I have a Mechatronics MSc and now I'm transitioning to CS after starting to work as a software developer. Even with an engineering background, this course was challenging: you need to think hard when designing algorithms, then precisely design and test a solution. (Stress) testing is a concept that is frequently used in everyday software development, too.

For some assignments, you'll find the pseudocode in the slides so those need less brain power to implement but for others, you'll have to come up with your own original solution. This requires time and research. It's possible to ask others in the forum or Google around for hints, and most assignments can be solved in multiple ways (e.g. I solved several of the dynamic programming assignments with memoized recursive functions). You won't find many hints from the teachers, though since that would spoil the learning part here - the essence of the course is not in the slides but in solving the assignments on your own.

Upsides of the course are the automatic grading system, the diversity of the assignments and the quality of the mathematical content and the slides.

Downsides of the course are the sometimes bad accent of the teachers - this could be eased with more accuraate captioning for the videos -, and the clumsiness of downloading slides (they are not available in one package, and trust me, you're going to use them a lot!)
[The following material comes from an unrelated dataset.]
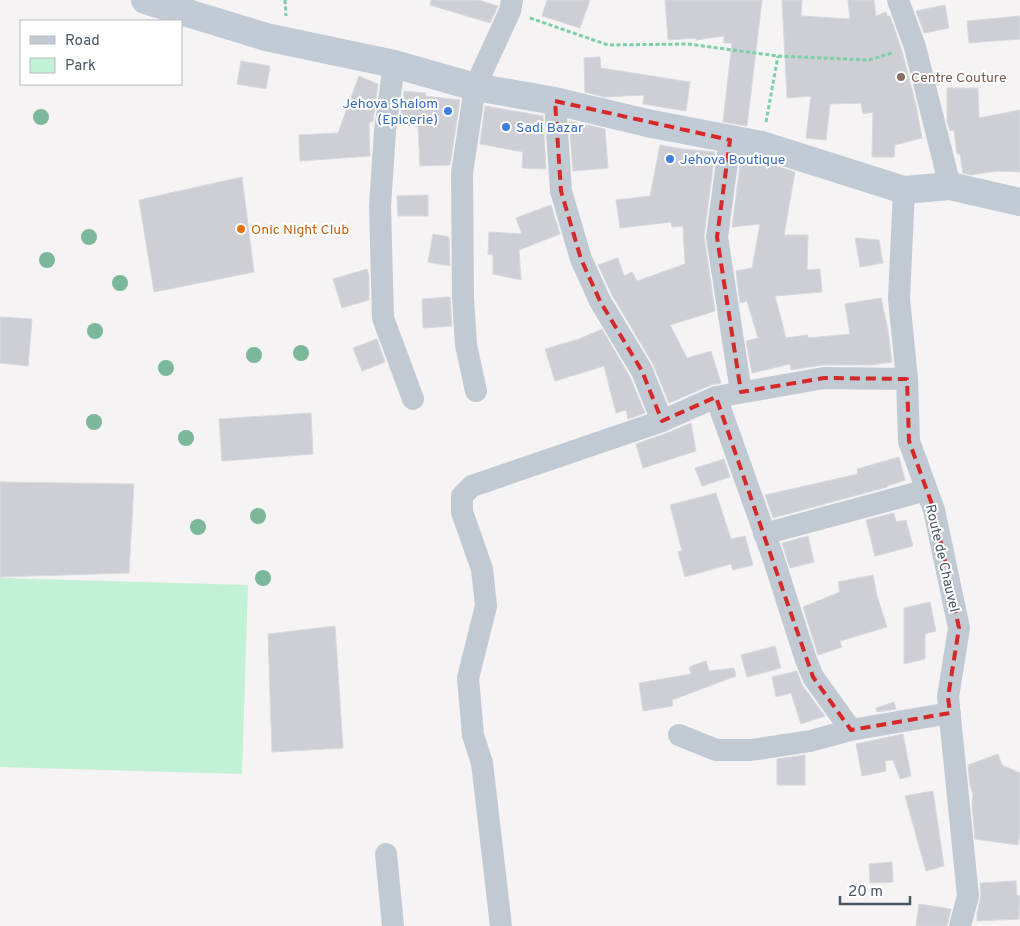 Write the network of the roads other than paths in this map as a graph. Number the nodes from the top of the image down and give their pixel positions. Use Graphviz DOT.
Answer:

Prerequisites for this course: you will need linear algebra knowledge to know about e.g. geometrical series or limit values, and you will need to know how mathematical proofs work. This is all advanced high school or 1st semester college material, so nothing special. Fortunately the teachers always point to extra links if you're in trouble.

Also, you'll need working knowledge for 1 programming language. Fortunately for many languages, you won't need to care about I/O, it's already in the starter files. I learned Python just for fun, during this course for example. All that is needed is basic control statements (loops-if), arrays and functions, nothing more.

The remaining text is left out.